50 Years After the Six-Day War: The Zionist Dream and Israel’s Story

Israeli flags

As Israel observes the 50th anniversary of the Six-Day War and the reunification of Jerusalem, this moment offers us a unique point of reflection. Over the course of this year, the Jewish world will observe the 120th celebration of the birth of the Zionist Movement, the 100th anniversary of the Balfour Declaration, and the 70th observance of the U.N. Partition Plan. These interlocking events have enabled us ultimately to rewrite the modern Jewish story.

Just as the saga of Jewish nation-building evolved over the course of the last century, the Western world began to move beyond its historic commitment to the nation-state system to construct regional systems of trade and governance, in part leaving the Zionist experiment as an isolated and vulnerable remnant of a different moment in history.

For the first time, Jews could affirm their national pride and gain their own political identity.

The Six-Day War solidified their presence in the Holy Land, affording Diaspora Jewry the opportunity to acclaim its own political standing. These events emboldened the Jewish people, both as Zionists reclaiming their national dream and as citizens of the world. Yet, at the same point in time that Jews were redefining their political legitimacy, the forces that have haunted our people historically – the enemies of our community, and the opponents of the Jewish State – were reinventing their case against Judaism and Zionism.

If June 1967 reinvigorated the Jewish community, it would fundamentally change how Americans came to recognize and appreciate Israel’s unique place in the constellation of American foreign policy priorities. For a brief moment in time, the new global image of “the Jew” was seen and defined as assertive, secure, and powerful.

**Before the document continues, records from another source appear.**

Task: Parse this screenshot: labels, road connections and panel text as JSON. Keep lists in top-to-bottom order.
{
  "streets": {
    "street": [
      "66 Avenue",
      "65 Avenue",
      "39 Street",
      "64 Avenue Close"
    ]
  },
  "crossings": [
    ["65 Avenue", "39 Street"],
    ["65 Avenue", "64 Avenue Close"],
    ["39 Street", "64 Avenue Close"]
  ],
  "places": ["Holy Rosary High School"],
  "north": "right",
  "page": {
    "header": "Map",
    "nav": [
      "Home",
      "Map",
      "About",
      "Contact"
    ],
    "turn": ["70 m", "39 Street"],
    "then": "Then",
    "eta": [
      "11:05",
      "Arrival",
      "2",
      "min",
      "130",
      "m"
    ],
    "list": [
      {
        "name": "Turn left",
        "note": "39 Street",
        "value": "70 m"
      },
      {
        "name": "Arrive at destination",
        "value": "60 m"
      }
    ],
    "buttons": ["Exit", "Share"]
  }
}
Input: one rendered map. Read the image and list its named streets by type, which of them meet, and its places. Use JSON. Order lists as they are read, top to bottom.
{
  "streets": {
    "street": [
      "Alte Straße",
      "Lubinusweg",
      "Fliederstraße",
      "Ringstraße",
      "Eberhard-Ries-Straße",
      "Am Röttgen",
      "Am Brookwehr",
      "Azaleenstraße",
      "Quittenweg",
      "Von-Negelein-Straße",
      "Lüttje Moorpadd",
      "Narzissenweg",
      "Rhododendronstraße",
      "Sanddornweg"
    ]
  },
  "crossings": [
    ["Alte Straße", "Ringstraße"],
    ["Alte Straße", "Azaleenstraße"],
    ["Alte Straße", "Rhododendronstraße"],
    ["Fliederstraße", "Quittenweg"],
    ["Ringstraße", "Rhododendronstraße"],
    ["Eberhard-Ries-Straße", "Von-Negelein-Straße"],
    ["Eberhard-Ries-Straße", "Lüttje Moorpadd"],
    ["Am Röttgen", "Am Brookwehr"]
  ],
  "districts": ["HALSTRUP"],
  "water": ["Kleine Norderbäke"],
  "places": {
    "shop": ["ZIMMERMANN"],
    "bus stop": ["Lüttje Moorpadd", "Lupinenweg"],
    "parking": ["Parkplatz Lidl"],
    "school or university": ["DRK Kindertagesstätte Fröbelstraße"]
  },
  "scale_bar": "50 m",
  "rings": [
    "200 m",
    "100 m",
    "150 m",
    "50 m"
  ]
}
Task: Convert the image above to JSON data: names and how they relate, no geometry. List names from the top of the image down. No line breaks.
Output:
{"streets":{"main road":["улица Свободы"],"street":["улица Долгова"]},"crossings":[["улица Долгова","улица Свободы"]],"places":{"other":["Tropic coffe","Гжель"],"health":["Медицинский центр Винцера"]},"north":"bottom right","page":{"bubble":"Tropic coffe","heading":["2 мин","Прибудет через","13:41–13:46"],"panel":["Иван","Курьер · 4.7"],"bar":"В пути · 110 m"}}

With the Six-Day War, we all became Israelis, as our pride and confidence soared. This transformative moment would fundamentally change a particular generation from being identified as Jewish Americans to becoming American Jews, as we no longer defined ourselves only through our religious standing but now saw our Jewishness as core to our identity.

The psychological impact of June 1967 was as powerful as the reality of that moment. As a people, Jews were reborn – a new class of people, empowered to reconstruct their identity. Over time, we romanticized these events, creating new images of the war while allowing its memories to forever shape our lives.

In response to this euphoria, the United Jewish Appeal announced new fundraising achievements, as Jews who had never given to local federation campaigns came forward to support the “Israel Emergency Fund.” Jews, who were seen as marginal in their communal or religious involvement, committed to travel to Israel to serve as volunteers, while others stepped up to as community activists.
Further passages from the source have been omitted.